Doğal olarak akla şöyle bir soru geliyor; bir birey ya da bir toplum fıtratına aykırı, bilerek, isteyerek nasıl iyiyi, güzeli, faydalıyı terk edip, zararlıya yönelir? Bu soruya verilecek cevap her toplum için, her birey için farklı olabilir. Zaman ve mekan, kültürel, dinsel, ideolojik, politik ve diğer çevresel faktörler bireylerin ve toplumların realiteye aykırı davranışlar sergilemelerine sebep olabilir. Örneğin, siyasi tarafgirlik, insan sever (hayırsever) birisini siyasî noktada kendisine muhalif olduğu için hainlikle, gayri millilikle, teröristlikle, hatta küfürle itham edebiliyor. Radikal ve/veya faşizan bir tarafgir kendi siyasî fikrinde olan bir ahlaksızı, yalancıyı, hırsızı, melek gibi görebiliyor. Böyle kişiler, siyasi fikrine yardım etse, şeytana rahmet okuyacak, siyasî fikrine muhalif bir melek olsa ona da lanet edecek.
Konuya Türkiye özelinde baktığımızda, insanların radikal politik ve dini (rasyonaliteden uzak, cahilane) görüş ve inançlardan dolayı, topluma ve bireye faydası olmayan kararlar aldıklarını, tercihler yaptıklarını görebiliyoruz. Türkiye seçmenleri Erdoğan tarafından tarihinde hiç olmadığı kadar kutuplaştırıldı. Erdoğan ve partisi çok stratejik bir algı yönetimi ile ülkenin bir beka sorunu ile karşı karşıya olduğunu seçmenine kabul ettirdi. Seçmen, bu kabul ile bilerek ve isteyerek Erdoğan’ın her alandaki kötü yönetimini kabul etti, olumsuz tepki vermedi. Ülkenin parçalanması ve bölünmesinden ise fakirleşmeyi tercih etti. Bu, Erdoğan tarafından yönetilen bir yanılgıydı ve radikal tarafgirlik bu yanılgıyı uzun yıllar sıradan vatandaşlardan gizledi.
Son 20 yılda Türkiye vatandaşlarının garazkar siyasi tarafgirliği, siyasilerin de popülist ve kutuplaştırıcı söylemleri nedeniyle zirve yapmış durumda. Toplumun sosyal katmanları, siyasi partileri, sivil toplum örgütleri, yargı mensupları, ve hatta ülkeyi idare edenler arasında bölünmeler ve kutuplaşmalar çok net bir şekilde görülüyor.
Peki toplumdaki bu kutuplaşmaya, inatlaşmaya ve siyasi tarafgirlik noktasına nasıl gelindi?

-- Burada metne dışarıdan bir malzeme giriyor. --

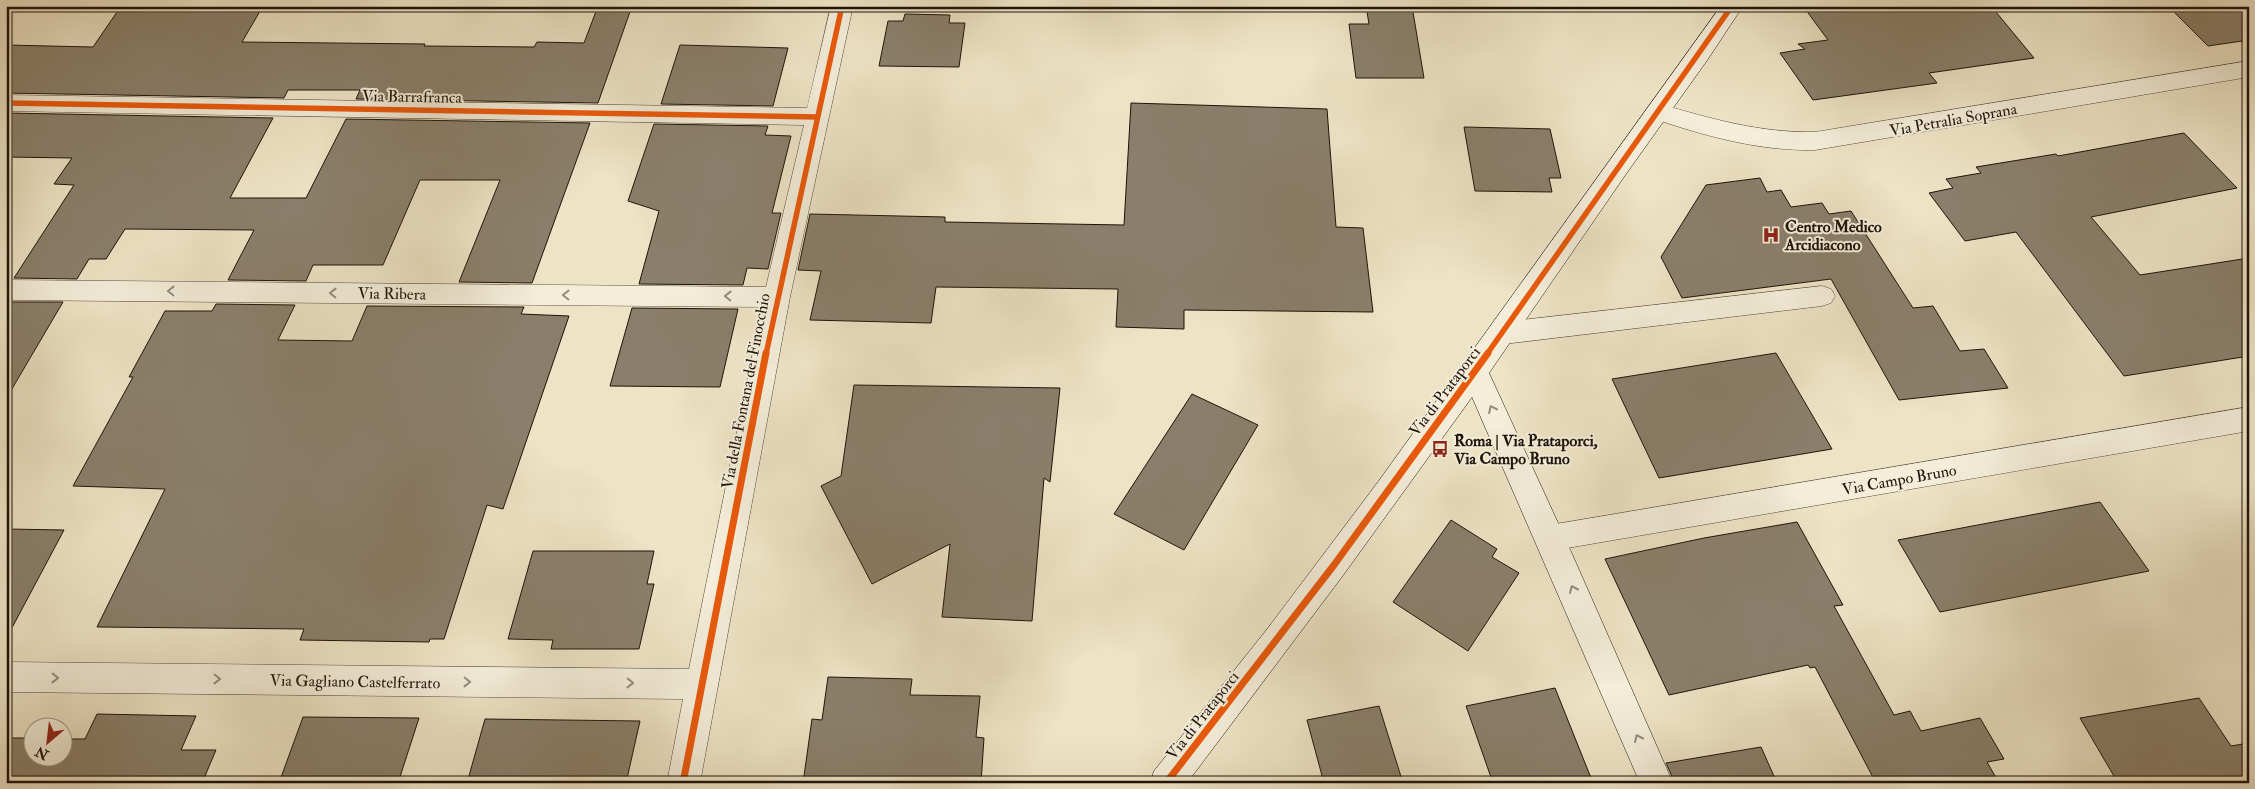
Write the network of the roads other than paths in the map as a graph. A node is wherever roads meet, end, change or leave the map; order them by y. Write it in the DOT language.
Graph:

Türkiye toplumu 2001 ve 2002’de ekonomik bir zorluk yasarken Adalet ve Kalkınma Partisi (AKP) tercihi ile karşılaştı. Yaşam koşullarının ağırlaştığı, ekonomik ve finansal krizin artarak devam ettiği bir süreçte AKP Anadolu’daki seçmen için makul bir tercih görünüyordu ve 20 yıl önce, o koşullarda seçmen yüzde 35 ile tercihini AKP’den yana yaptı. Bu tercihin daha çok önceki yönetimlerin yanlış uygulamaları sonucu olduğunu da unutmamak gerek.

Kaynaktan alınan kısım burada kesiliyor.